Книга о Бланш и Мари - Страница 40
Те два грифа возмущенно забормотали.
В ландо Шарко сидел рядом со мной, временами держа меня за руку, несмотря на то что профессора Дебов и Штраус сидели напротив и смотрели на нас почтительно, но с возмущением. Я спросила их, бывали ли они на представлениях с моим участием, они в один голос ответили «да» (почти одновременно кивнув), и я спросила об их впечатлениях. Профессор Дебов ответил, что был настолько занят записью комментариев профессора Шарко, имеющих огромную и совершенно уникальную научную ценность, что почти не подымал глаз и потому не хотел бы высказываться обо мне и о моей роли в происходившем. Притворщик, — возразила я дружелюбно, — этого комментария они не записали, — повернулась и увидела мимолетную улыбку на губах Шарко; мы въехали на мост. Раньше здесь была только паромная переправа.

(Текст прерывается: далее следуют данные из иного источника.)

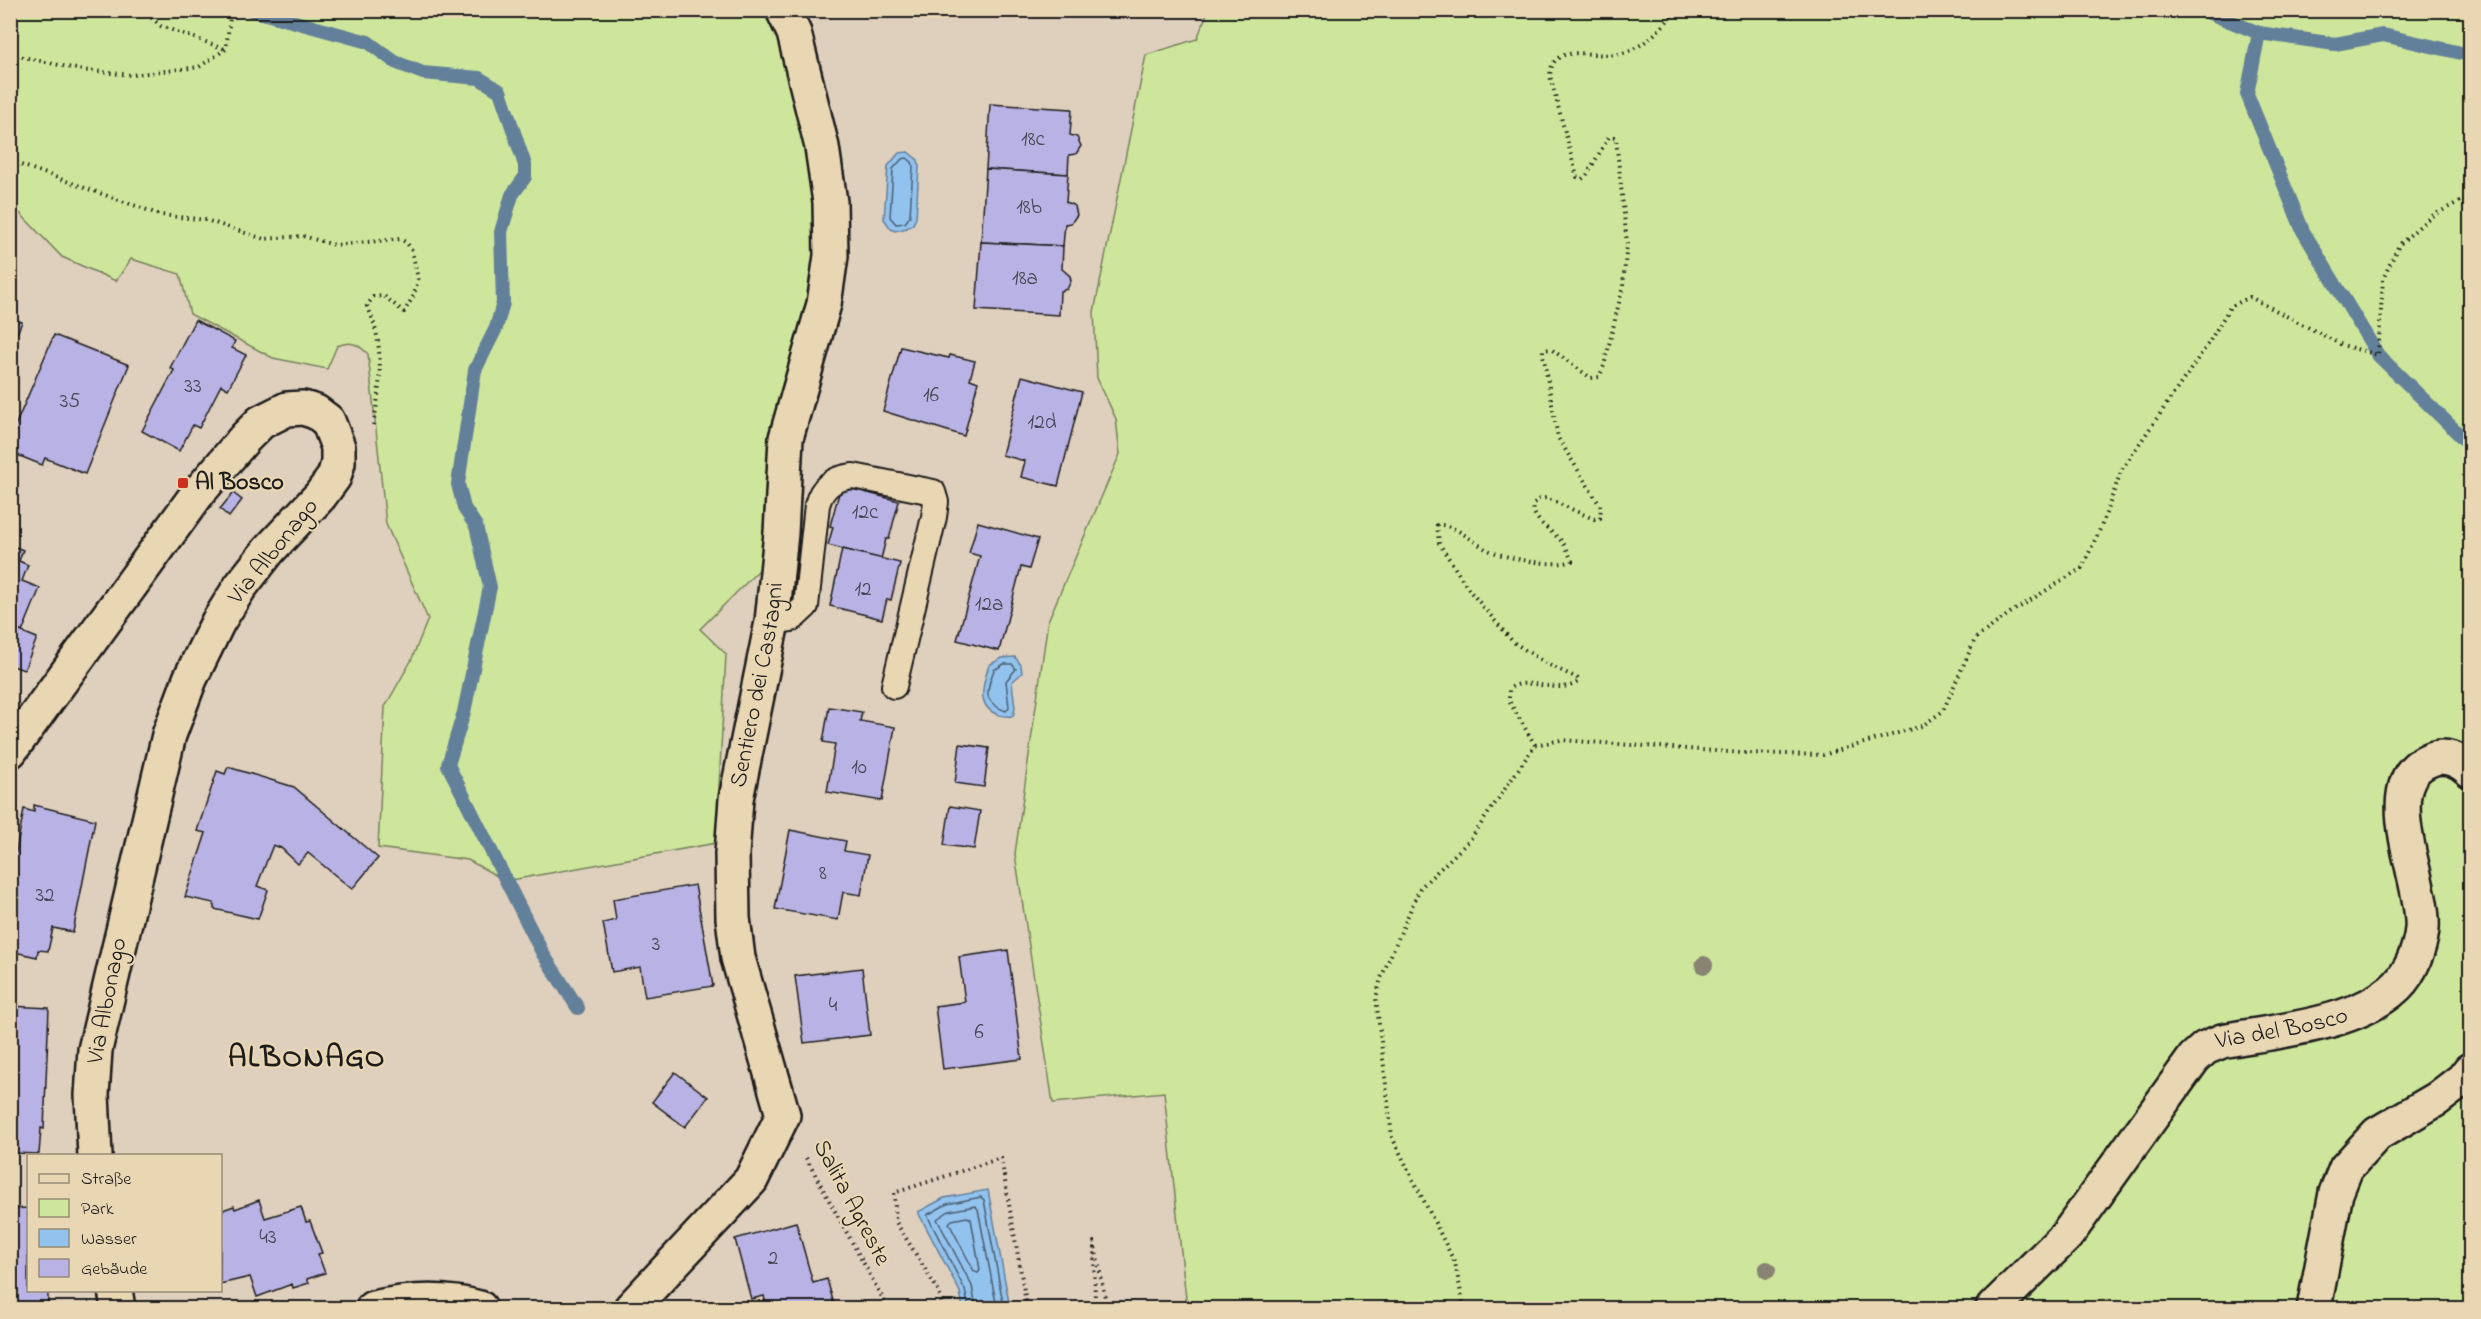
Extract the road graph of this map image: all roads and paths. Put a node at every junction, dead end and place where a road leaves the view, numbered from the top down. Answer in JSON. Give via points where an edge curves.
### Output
{"nodes":[{"id":1,"x":142,"y":10,"type":"edge"},
{"id":2,"x":231,"y":10,"type":"edge"},
{"id":3,"x":783,"y":10,"type":"edge"},
{"id":4,"x":1677,"y":10,"type":"edge"},
{"id":5,"x":226,"y":49,"type":"junction"},
{"id":6,"x":10,"y":54,"type":"edge"},
{"id":7,"x":10,"y":161,"type":"edge"},
{"id":8,"x":2470,"y":196,"type":"edge"},
{"id":9,"x":373,"y":428,"type":"dead end"},
{"id":10,"x":772,"y":622,"type":"junction"},
{"id":11,"x":894,"y":686,"type":"dead end"},
{"id":12,"x":1535,"y":745,"type":"junction"},
{"id":13,"x":10,"y":751,"type":"edge"},
{"id":14,"x":2470,"y":770,"type":"edge"},
{"id":15,"x":2470,"y":1070,"type":"edge"},
{"id":16,"x":783,"y":1115,"type":"junction"},
{"id":17,"x":95,"y":1154,"type":"edge"},
{"id":18,"x":115,"y":1292,"type":"edge"},
{"id":19,"x":118,"y":1308,"type":"edge"},
{"id":20,"x":373,"y":1308,"type":"edge"},
{"id":21,"x":480,"y":1308,"type":"edge"},
{"id":22,"x":630,"y":1308,"type":"edge"},
{"id":23,"x":888,"y":1308,"type":"edge"},
{"id":24,"x":943,"y":1308,"type":"edge"},
{"id":25,"x":1027,"y":1308,"type":"edge"},
{"id":26,"x":1095,"y":1308,"type":"edge"},
{"id":27,"x":1107,"y":1308,"type":"edge"},
{"id":28,"x":1464,"y":1308,"type":"edge"},
{"id":29,"x":1993,"y":1308,"type":"edge"},
{"id":30,"x":2314,"y":1308,"type":"edge"}],
"edges":[{"from":1,"to":5,"type":"path","via":[[161,26]]},
{"from":2,"to":5,"type":"path"},
{"from":3,"to":10,"type":"street","name":"Sentiero dei Castagni","via":[[794,33],[822,147],[830,202],[831,256],[824,304],[786,438]]},
{"from":4,"to":12,"type":"path","via":[[1657,34],[1622,54],[1568,53],[1550,65],[1576,177],[1586,176],[1609,137],[1616,139],[1627,243],[1623,286],[1604,366],[1599,377],[1592,378],[1547,348],[1543,354],[1558,438],[1602,512],[1600,518],[1594,519],[1546,498],[1538,499],[1533,511],[1563,543],[1572,561],[1551,565],[1489,550],[1447,526],[1437,525],[1439,543],[1469,590],[1513,642],[1579,681],[1571,686],[1519,684],[1509,689],[1509,701]]},
{"from":5,"to":6,"type":"path","via":[[199,68],[131,75],[81,70]]},
{"from":7,"to":9,"type":"path","via":[[161,215],[206,220],[264,239],[303,236],[335,245],[393,239],[407,243],[418,279],[404,312],[384,296],[372,297],[367,306],[375,322],[381,386]]},
{"from":8,"to":12,"type":"path","via":[[2430,217],[2399,245],[2382,279],[2378,355],[2342,345],[2250,297],[2230,307],[2122,469],[2082,568],[1975,639],[1943,711],[1922,726],[1823,755],[1561,740]]},
{"from":10,"to":11,"type":"lane","via":[[792,619],[806,606],[817,505],[820,493],[829,484],[840,477],[853,476],[942,495],[936,502]]},
{"from":10,"to":16,"type":"street","name":"Sentiero dei Castagni","via":[[736,799],[733,918],[738,958]]},
{"from":12,"to":28,"type":"path","via":[[1470,840],[1420,888],[1376,998],[1392,1137],[1455,1263]]},
{"from":13,"to":17,"type":"street","name":"Via Albonago","via":[[198,494],[245,438],[261,422],[287,410],[303,408],[328,422],[338,447],[334,477],[269,550],[224,613],[190,679],[169,735],[95,1050]]},
{"from":14,"to":29,"type":"street","name":"Via del Bosco","via":[[2460,760],[2431,759],[2408,778],[2402,813],[2422,928],[2408,973],[2397,986],[2367,1008],[2341,1018],[2222,1041],[2205,1048],[2067,1234]]},
{"from":15,"to":30,"type":"street","via":[[2437,1099],[2378,1134],[2346,1168],[2336,1193]]},
{"from":16,"to":22,"type":"street","via":[[751,1180]]},
{"from":16,"to":23,"type":"path","name":"Salita Agreste"},
{"from":18,"to":19,"type":"street"},
{"from":20,"to":21,"type":"street","via":[[434,1301]]},
{"from":24,"to":25,"type":"path","via":[[939,1292],[896,1222],[894,1192],[1001,1158]]},
{"from":26,"to":27,"type":"path","via":[[1094,1242]]}]}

Мост пересекал реку Кюр. У меня перехватило дыхание.
Около 16.30 мы прибыли в маленькую гостиницу «Auberge des Aettons».
Шарко никогда не был религиозен, даже напротив, в определенные периоды жизни отличался нетерпимостью и за ужином говорил об археологии, истории, высоких искусствах и ботанике. Что мы будем делать, спросила я у него напрямик, полностью игнорируя сидевших за нашим столом двух нотариусов. Шарко тут же велел профессорам Дебову и Штраусу отправляться на вечернюю прогулку вокруг озера. Они поклонились в знак согласия и удалились; я знаю, что они были готовы меня убить.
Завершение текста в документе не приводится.